Records shown START

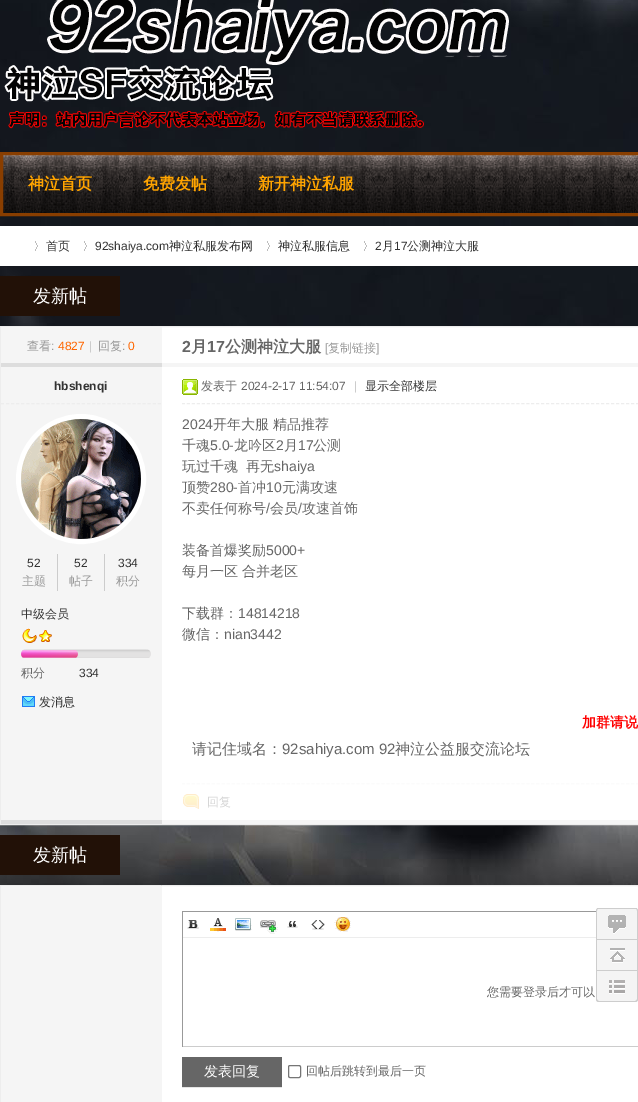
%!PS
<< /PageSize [638 1102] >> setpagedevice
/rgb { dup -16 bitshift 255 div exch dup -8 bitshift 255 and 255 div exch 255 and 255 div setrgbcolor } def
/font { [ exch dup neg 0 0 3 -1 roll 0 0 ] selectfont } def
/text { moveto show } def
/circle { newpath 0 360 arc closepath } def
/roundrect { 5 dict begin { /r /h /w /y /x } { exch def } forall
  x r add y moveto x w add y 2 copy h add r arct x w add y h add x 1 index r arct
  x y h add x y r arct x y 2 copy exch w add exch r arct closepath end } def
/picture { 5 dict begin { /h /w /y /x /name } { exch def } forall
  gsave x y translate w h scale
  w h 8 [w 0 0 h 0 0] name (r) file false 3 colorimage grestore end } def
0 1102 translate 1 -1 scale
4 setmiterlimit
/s1 { /WenQuanYiZenHei-Bold 16 font 16#FFA400 rgb } def
/s2 { /WenQuanYiZenHei-Medium 12 font 16#333333 rgb } def
/s3 { /LiberationSans-Regular 12 font 16#333333 rgb } def
/s4 { /WenQuanYiZenHei-Medium 18 font 16#FFFFFF rgb } def
/s5 { /WenQuanYiZenHei-Medium 12 font 16#999999 rgb } def
/s6 { /LiberationSans-Regular 12 font 16#999999 rgb } def
/s7 { /LiberationSans-Regular 12 font 16#FF6600 rgb } def
/s8 { /LiberationSans-Regular 12 font 16#CCCCCC rgb } def
/s9 { /LiberationSans-Bold 16 font 16#666666 rgb } def
/s10 { /WenQuanYiZenHei-Bold 16 font 16#666666 rgb } def
/s11 { /LiberationSans-Bold 12 font 16#333333 rgb } def
/s12 { /WenQuanYiZenHei-Medium 12 font 16#666666 rgb } def
/s13 { /LiberationSans-Regular 12 font 16#666666 rgb } def
/s14 { /LiberationSans-Regular 14 font 16#666666 rgb } def
/s15 { /WenQuanYiZenHei-Medium 14 font 16#666666 rgb } def
/s16 { /WenQuanYiZenHei-Bold 14 font 16#FF0000 rgb } def
/s17 { /WenQuanYiZenHei-Medium 15 font 16#666666 rgb } def
/s18 { /LiberationSans-Regular 15 font 16#666666 rgb } def
/s19 { /WenQuanYiZenHei-Medium 12 font 16#D6D6D6 rgb } def
/s20 { /WenQuanYiZenHei-Medium 14 font 16#FFFFFF rgb } def
16#FFFFFF rgb
0 0 638 1102 rectfill
(pic1.raw) 0 0 638 885 picture
(pic2.raw) 4 0 505 129 picture
(pic3.raw) 3 155 635 58 picture
16#893E00 rgb
3 setlinewidth
1.5 153.5 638 61 rectstroke
s1
(神泣首页) 28 189 text
(免费发帖) 143 189 text
(新开神泣私服) 258 189 text
16#FFFFFF rgb
0 226 638 40 rectfill
(pic4.raw) 35 241 3 10 picture
s2
(首页) 46 250 text
(pic4.raw) 84 241 3 10 picture
s3
(92shaiya.com) 95 250 text
s2
(神泣私服发布网) 169 250 text
(pic4.raw) 267 241 3 10 picture
(神泣私服信息) 278 250 text
(pic4.raw) 364 241 3 10 picture
s3
(2) 375 250 text
s2
(月) 382 250 text
s3
(17) 394 250 text
s2
(公测神泣大服) 407 250 text
16#221107 rgb
0 276 120 40 rectfill
s4
(发新帖) 33 302 text
162 327 476 493 rectfill
16#EDEDED rgb
1 setlinewidth
0.5 326.5 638 498 rectstroke
16#F5F5F5 rgb
1 327 161 36 rectfill
s5
(查看) 27 350 text
s6
(:) 51 350 text
s7
(4827) 58 350 text
s8
(|) 89 350 text
s5
(回复) 98 350 text
s6
(:) 122 350 text
s7
(0) 128 350 text
s9
(2) 182 352 text
s10
(月) 191 352 text
s9
(17) 207 352 text
s10
(公测神泣大服) 225 352 text
s6
([) 325 352 text
s5
(复制链接) 328 352 text
s6
(]) 376 352 text
16#DDDDDD rgb
1 363 161 4 rectfill
16#F5F5F5 rgb
162 363 476 4 rectfill
1 367 161 453 rectfill
16#EDEDED rgb
[3 2.06] 0 setdash
1 403.5 moveto 161 403.5 lineto stroke
s11
(hbshenqi) 54 390 text
16#FFFFFF rgb
5 setlinewidth
[] 0 setdash
81 479 62.5 circle stroke
(pic5.raw) 21 419 120 120 picture
16#CCCCCC rgb
57 554 1 37 rectfill
s3
(52) 27 567 text
s5
(主题) 22 585 text
16#CCCCCC rgb
104 554 1 37 rectfill
s3
(52) 74 567 text
s5
(帖子) 69 585 text
s3
(334) 118 567 text
s5
(积分) 116 585 text
s2
(中级会员) 21 618 text
(pic6.raw) 22 628 15 15 picture
(pic7.raw) 39 630 13 12 picture
(pic8.raw) 21 649 130 9 picture
(pic9.raw) 21 650 57 8 picture
s12
(积分) 21 677 text
s3
(334) 79 677 text
(pic10.raw) 22 696 13 11 picture
s2
(发消息) 39 706 text
16#EDEDED rgb
1 setlinewidth
[3 1.99] 0 setdash
182 403.5 moveto 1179 403.5 lineto stroke
(pic11.raw) 182 379 16 16 picture
s12
(发表于) 201 390 text
s13
(2024-2-17 11:54:07) 241 390 text
s8
(|) 354 390 text
s2
(显示全部楼层) 365 390 text
s14
(2024) 182 429 text
s15
(开年大服 精品推荐) 213 429 text
(千魂) 182 450 text
s14
(5.0-) 210 450 text
s15
(龙吟区) 234 450 text
s14
(2) 276 450 text
s15
(月) 284 450 text
s14
(17) 298 450 text
s15
(公测) 313 450 text
(玩过千魂) 182 471 text
(再无) 246 471 text
s14
(shaiya) 274 471 text
s15
(顶赞) 182 492 text
s14
(280-) 210 492 text
s15
(首冲) 238 492 text
s14
(10) 266 492 text
s15
(元满攻速) 282 492 text
(不卖任何称号) 182 513 text
s14
(/) 266 513 text
s15
(会员) 270 513 text
s14
(/) 298 513 text
s15
(攻速首饰) 302 513 text
(装备首爆奖励) 182 555 text
s14
(5000+) 266 555 text
s15
(每月一区 合并老区) 182 576 text
(下载群：) 182 618 text
s14
(14814218) 238 618 text
s15
(微信：) 182 639 text
s14
(nian3442) 224 639 text
s16
(加群请说) 582 727 text
s17
(请记住域名：) 192 754 text
s18
(92sahiya.com 92) 282 754 text
s17
(神泣公益服交流论坛) 395 754 text
16#FBFBFB rgb
182 783.5 moveto 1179 783.5 lineto stroke
(pic12.raw) 183 794 16 15 picture
s19
(回复) 207 806 text
16#DDDDDD rgb
1 820 161 4 rectfill
16#F5F5F5 rgb
162 820 476 4 rectfill
16#221107 rgb
0 835 120 40 rectfill
s4
(发新帖) 33 861 text
16#EDEDED rgb
[] 0 setdash
0.5 885.5 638 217 rectstroke
16#DDDDDD rgb
161 885 1 1 rectfill
16#F5F5F5 rgb
1 886 161 216 rectfill
16#999999 rgb
182 911 414 1 rectfill
16#CCCCCC rgb
182 1046 456 1 rectfill
16#999999 rgb
182 911 1 136 rectfill
16#EDEDED rgb
183 937 413 1 rectfill
(pic13.raw) 187 920 12 9 picture
(pic14.raw) 210 918 16 14 picture
(pic15.raw) 235 918 17 13 picture
(pic16.raw) 260 920 18 14 picture
(pic17.raw) 287 921 11 7 picture
(pic18.raw) 311 920 14 10 picture
(pic19.raw) 334 917 17 15 picture
s12
(您需要登录后才可以) 487 996 text
16#E5E5E5 rgb
182 1087 100 1 rectfill
16#666666 rgb
182 1057 100 30 rectfill
s20
(发表回复) 204 1076 text
16#767676 rgb
288.5 1065.5 12 12 1.5 roundrect stroke
s12
(回帖后跳转到最后一页) 306 1075 text
16#F4F4F4 rgb
596 908 42 94 3 roundrect fill
16#CDCDCD rgb
599 908 moveto 635 908 lineto 637 908 638 909 638 911 curveto 638 999 lineto 638 1001 637 1002 635 1002 curveto 599 1002 lineto 597 1002 596 1001 596 999 curveto 596 911 lineto 596 909 597 908 599 908 curveto closepath 599 908 moveto 635 908 lineto 636 908 637 909 637 911 curveto 637 999 lineto 637 1000 636 1001 635 1001 curveto 599 1001 lineto 598 1001 597 1000 597 999 curveto 597 911 lineto 597 909 598 908 599 908 curveto closepath eofill
(pic20.raw) 608 915 18 19 picture
597 908 40 1 rectfill
(pic21.raw) 610 948 15 15 picture
597 939 40 1 rectfill
(pic22.raw) 609 980 16 14 picture
597 970 40 1 rectfill
showpage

Records shown END

Aim of the exercise:
Give only the lines from the one holding "(不卖任何称号) 182 513 text" through the one holding "16#CDCDCD rgb", each restated exactly as it appears above.

Solution to this task:
(不卖任何称号) 182 513 text
s14
(/) 266 513 text
s15
(会员) 270 513 text
s14
(/) 298 513 text
s15
(攻速首饰) 302 513 text
(装备首爆奖励) 182 555 text
s14
(5000+) 266 555 text
s15
(每月一区 合并老区) 182 576 text
(下载群：) 182 618 text
s14
(14814218) 238 618 text
s15
(微信：) 182 639 text
s14
(nian3442) 224 639 text
s16
(加群请说) 582 727 text
s17
(请记住域名：) 192 754 text
s18
(92sahiya.com 92) 282 754 text
s17
(神泣公益服交流论坛) 395 754 text
16#FBFBFB rgb
182 783.5 moveto 1179 783.5 lineto stroke
(pic12.raw) 183 794 16 15 picture
s19
(回复) 207 806 text
16#DDDDDD rgb
1 820 161 4 rectfill
16#F5F5F5 rgb
162 820 476 4 rectfill
16#221107 rgb
0 835 120 40 rectfill
s4
(发新帖) 33 861 text
16#EDEDED rgb
[] 0 setdash
0.5 885.5 638 217 rectstroke
16#DDDDDD rgb
161 885 1 1 rectfill
16#F5F5F5 rgb
1 886 161 216 rectfill
16#999999 rgb
182 911 414 1 rectfill
16#CCCCCC rgb
182 1046 456 1 rectfill
16#999999 rgb
182 911 1 136 rectfill
16#EDEDED rgb
183 937 413 1 rectfill
(pic13.raw) 187 920 12 9 picture
(pic14.raw) 210 918 16 14 picture
(pic15.raw) 235 918 17 13 picture
(pic16.raw) 260 920 18 14 picture
(pic17.raw) 287 921 11 7 picture
(pic18.raw) 311 920 14 10 picture
(pic19.raw) 334 917 17 15 picture
s12
(您需要登录后才可以) 487 996 text
16#E5E5E5 rgb
182 1087 100 1 rectfill
16#666666 rgb
182 1057 100 30 rectfill
s20
(发表回复) 204 1076 text
16#767676 rgb
288.5 1065.5 12 12 1.5 roundrect stroke
s12
(回帖后跳转到最后一页) 306 1075 text
16#F4F4F4 rgb
596 908 42 94 3 roundrect fill
16#CDCDCD rgb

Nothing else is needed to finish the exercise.